Personagens pensam?

Para iniciantes, a melhor sugestão será fazer com que a personagem pense o menos possível, deixando que suas ações deixem entrever seus pensamentos
Ilustração: Fabiano Vianna
02/04/2021

1.
Personagens não têm vida própria. Fazem o que o ficcionista deseja que façam. E por isso agem de maneira muito aproximada de como nós, seres humanos, agimos. Uma das características mais visíveis do ser humano é sua capacidade de pensar e imaginar. Essa faculdade levou o homo sapiens a dominar a Terra e, convenhamos, a estragá-la. Se nós pensamos, é, portanto, implícito que a personagem pense. Isso, na mão do ficcionista amador, é uma solução. Na mão do ficcionista profissional, é um problema.

2.
Literatura é questão de medida. Para não haver mal-entendidos, é bom reiterar, como se preciso fosse, que o escritor não tem medida alguma para criar o que bem entender, não tem medida alguma para expressar-se, nem ideológica, nem estética, nem ética.
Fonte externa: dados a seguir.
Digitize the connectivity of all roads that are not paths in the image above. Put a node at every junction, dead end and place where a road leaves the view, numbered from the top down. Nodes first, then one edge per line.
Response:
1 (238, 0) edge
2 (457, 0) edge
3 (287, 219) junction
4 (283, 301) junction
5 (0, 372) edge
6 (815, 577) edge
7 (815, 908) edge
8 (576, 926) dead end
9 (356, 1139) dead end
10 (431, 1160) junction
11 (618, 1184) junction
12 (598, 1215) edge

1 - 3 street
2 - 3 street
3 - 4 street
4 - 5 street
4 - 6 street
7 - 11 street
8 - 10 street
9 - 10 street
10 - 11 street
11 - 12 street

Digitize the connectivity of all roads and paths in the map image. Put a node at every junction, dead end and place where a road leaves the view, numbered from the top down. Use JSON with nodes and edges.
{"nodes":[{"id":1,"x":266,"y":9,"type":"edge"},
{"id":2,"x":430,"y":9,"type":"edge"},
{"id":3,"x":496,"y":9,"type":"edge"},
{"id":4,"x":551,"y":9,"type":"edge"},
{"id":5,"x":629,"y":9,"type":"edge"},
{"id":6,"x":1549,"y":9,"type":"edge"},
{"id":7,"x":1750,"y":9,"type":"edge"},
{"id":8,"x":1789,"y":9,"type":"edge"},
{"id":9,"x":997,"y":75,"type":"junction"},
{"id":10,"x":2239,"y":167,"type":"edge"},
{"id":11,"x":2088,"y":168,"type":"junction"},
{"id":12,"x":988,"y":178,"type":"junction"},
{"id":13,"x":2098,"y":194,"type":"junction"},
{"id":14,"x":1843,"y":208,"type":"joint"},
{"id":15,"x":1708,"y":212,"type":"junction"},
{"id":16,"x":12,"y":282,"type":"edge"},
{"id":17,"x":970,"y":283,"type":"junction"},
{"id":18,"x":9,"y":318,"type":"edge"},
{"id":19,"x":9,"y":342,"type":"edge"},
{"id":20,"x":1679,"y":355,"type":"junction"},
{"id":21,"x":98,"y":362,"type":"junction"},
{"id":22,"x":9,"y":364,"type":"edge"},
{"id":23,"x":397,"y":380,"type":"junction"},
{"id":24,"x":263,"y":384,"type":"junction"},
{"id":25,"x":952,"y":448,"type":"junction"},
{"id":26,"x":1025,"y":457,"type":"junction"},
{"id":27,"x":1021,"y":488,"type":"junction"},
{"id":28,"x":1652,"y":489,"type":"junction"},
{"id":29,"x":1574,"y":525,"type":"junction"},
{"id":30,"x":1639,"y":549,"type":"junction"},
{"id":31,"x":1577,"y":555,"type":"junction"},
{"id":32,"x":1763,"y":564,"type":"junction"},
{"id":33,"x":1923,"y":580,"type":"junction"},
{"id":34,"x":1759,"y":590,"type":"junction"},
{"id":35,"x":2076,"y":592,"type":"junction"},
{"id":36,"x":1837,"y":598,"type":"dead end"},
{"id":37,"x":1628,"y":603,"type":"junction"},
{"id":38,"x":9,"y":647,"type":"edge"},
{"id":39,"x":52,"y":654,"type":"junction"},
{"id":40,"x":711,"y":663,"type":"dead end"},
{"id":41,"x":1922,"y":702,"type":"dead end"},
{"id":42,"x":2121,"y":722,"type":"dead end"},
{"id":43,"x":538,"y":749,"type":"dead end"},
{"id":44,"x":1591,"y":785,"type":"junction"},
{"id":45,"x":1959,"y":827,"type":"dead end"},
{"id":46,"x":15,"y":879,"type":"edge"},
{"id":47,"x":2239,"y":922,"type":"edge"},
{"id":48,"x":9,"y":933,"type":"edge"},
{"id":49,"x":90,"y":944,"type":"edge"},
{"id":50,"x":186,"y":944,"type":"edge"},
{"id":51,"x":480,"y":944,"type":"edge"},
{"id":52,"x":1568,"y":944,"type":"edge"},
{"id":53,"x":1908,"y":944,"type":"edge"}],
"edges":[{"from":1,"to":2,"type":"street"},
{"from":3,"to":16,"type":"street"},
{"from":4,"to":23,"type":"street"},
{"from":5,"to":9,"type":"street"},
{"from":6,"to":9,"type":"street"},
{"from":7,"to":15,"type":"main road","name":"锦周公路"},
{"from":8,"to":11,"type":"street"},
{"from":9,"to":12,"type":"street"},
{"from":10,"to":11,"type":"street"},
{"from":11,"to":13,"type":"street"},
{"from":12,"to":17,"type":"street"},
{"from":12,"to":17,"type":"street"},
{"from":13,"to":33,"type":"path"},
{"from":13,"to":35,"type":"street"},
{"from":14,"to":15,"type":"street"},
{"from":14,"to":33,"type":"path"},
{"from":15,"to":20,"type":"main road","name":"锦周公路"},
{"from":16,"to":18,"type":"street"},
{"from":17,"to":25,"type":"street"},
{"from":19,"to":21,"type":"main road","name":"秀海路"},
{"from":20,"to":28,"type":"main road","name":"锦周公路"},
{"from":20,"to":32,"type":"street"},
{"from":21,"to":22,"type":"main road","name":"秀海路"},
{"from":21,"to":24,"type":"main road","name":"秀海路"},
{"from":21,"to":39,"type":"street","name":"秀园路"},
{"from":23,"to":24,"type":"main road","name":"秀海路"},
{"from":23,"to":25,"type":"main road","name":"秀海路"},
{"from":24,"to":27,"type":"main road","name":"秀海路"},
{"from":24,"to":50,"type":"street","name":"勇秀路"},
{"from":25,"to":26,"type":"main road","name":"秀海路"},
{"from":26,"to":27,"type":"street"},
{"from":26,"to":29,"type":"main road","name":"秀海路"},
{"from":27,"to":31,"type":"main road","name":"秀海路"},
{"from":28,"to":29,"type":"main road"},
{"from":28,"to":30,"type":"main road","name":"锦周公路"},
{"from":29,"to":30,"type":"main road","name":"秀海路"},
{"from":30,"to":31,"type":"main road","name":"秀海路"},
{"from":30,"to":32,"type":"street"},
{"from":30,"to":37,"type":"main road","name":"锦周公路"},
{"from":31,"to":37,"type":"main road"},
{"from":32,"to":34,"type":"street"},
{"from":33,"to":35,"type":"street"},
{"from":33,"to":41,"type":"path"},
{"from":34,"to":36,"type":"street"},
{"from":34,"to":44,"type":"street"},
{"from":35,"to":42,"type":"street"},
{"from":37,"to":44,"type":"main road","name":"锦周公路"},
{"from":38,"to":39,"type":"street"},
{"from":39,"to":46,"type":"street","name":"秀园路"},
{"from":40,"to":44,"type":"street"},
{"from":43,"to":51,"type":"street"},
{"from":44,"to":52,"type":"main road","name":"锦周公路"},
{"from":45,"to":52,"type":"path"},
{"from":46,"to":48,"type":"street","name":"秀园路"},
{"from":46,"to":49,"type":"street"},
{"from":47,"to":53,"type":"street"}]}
A medida de que se fala é apenas determinada pelo que funciona e pelo que não funciona, sob o ponto de vista da técnica, da estética e da economia textual. A medida, nesse sentido, não é “o que devo mostrar para o leitor”, mas, sim, “o que não devo mostrar para o leitor”, e disso vai depender a história que está sendo contada. Numa história de crimes e detetives, o escritor tem um imenso trabalho para ocultar informações que, trazidas à luz, poderiam desfazer o mistério de quem é o assassino e, ao mesmo tempo, mostrar dados irrelevantes, que levam o leitor ao engano. Claro, esse é um exemplo grosseiro. A questão é bem mais refinada.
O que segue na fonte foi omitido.